James Prinsep, who succeeded Jones, discovered the Brahmi script, from which Devanagari evolved. Prinsep’s protégé, Alexander Cunningham, who joined the Bengal Engineers as a 19-year-old second lieutenant and spent 28 years in India, was the real father of Indian archaeology. Cunningham discovered the 2,000-year-old Indus Valley ruins at Harappa whose bricks were being used to lay a railway line. Excavating Sarnath and the Mauryan Bharhut stupa, he found villagers helping themselves to the bricks of sacred antiquity to build their own homes. As he wrote in his diary, “…few natives of India have any belief in disinterested excavations for the discovery of ancient buildings… Their only idea of such excavations is that they are really intended as a search for hidden treasure…”.
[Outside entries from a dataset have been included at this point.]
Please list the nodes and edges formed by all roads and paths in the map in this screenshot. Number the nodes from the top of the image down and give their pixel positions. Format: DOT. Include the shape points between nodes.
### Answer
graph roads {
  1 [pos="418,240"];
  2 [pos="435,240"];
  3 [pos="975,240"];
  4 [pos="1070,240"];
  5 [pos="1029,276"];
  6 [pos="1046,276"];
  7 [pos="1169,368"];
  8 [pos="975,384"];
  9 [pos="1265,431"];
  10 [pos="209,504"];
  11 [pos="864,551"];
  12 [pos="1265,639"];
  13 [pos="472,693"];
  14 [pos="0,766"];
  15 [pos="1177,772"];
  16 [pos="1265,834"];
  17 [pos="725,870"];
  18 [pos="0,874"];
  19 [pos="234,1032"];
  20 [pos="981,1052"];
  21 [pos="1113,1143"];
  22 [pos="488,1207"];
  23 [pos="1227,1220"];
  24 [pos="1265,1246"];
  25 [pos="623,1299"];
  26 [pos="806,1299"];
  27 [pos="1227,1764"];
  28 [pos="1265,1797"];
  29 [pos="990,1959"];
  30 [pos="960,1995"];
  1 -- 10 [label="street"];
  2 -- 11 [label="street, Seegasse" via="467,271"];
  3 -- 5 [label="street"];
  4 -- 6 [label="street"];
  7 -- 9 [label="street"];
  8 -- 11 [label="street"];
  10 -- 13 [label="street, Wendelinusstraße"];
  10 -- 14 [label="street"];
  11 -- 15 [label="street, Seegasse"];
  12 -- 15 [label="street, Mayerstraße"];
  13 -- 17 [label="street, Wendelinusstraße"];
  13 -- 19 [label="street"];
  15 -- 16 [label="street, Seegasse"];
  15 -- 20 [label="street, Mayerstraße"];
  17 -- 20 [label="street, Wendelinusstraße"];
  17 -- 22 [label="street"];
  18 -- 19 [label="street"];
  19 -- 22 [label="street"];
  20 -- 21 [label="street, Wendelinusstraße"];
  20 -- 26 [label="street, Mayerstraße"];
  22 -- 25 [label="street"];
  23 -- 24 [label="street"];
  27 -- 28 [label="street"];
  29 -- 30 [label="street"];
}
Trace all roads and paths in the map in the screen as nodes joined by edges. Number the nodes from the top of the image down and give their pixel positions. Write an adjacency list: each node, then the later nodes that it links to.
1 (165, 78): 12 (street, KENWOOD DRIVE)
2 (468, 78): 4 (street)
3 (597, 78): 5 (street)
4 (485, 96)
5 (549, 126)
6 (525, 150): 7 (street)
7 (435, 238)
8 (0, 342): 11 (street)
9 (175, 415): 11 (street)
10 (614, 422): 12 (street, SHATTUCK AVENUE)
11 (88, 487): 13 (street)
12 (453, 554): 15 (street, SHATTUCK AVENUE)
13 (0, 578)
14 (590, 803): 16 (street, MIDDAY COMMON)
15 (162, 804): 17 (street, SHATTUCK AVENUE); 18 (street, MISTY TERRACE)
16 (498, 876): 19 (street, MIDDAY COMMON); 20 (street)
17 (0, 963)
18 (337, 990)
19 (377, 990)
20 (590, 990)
That greed explains the current furore over the “Kohinoor”, which a wise Prime Minister like Inder Kumar Gujral had dismissed as irrelevant to modern India’s primary concerns. If the diamond does come to India, it might well disappear like Rabindranath Tagore’s gold Nobel Prize medal or be destroyed like two volumes of Romesh Chunder Dutt’s scrapbooks that were so badly stored and carelessly handled that they disintegrated in a curator’s hands before my eyes. There were earlier reports of the gems being prised out of Mughal jewellery in a historic collection and replaced with coloured glass and of incorrect labels on priceless artefacts in one of our most august museums. When Singapore mounted an exhibition on Buddhism’s spread across Asia, it had to coax and cajole some custodians of major Indian collections to part with treasures that had remained locked up in their stores since colonial times and of which they were blissfully unaware. Perhaps ignorance is a blessing: knowledge might have led to a repeat of the Tagore medal tragedy. The past receives little respect from people obsessed with current wealth.
It’s fashionable nowadays to blame the West’s “colonial mindset” (as it’s called) for holding India back. The BBC documentary on the Gujarat riots, the Hindenburg report on the Adani empire and the “old, rich, opinionated and dangerous” George Soros’ comments have triggered fierce protests. A wounded civilisation’s outrage blazes from New Delhi’s Kingsway to Rajpath to Kartavya Path like the older Zen monk’s righteous puritanical wrath. The much more confident younger monk had no such misgivings. As for the usual culprits, the former colonial powers are too engrossed in superpower rivalry and the struggle for survival to wallow in the past. Only insecure newly independent nations seek an excuse for their failures by seeing a conspiracy behind every bush and complain of being permanently under siege.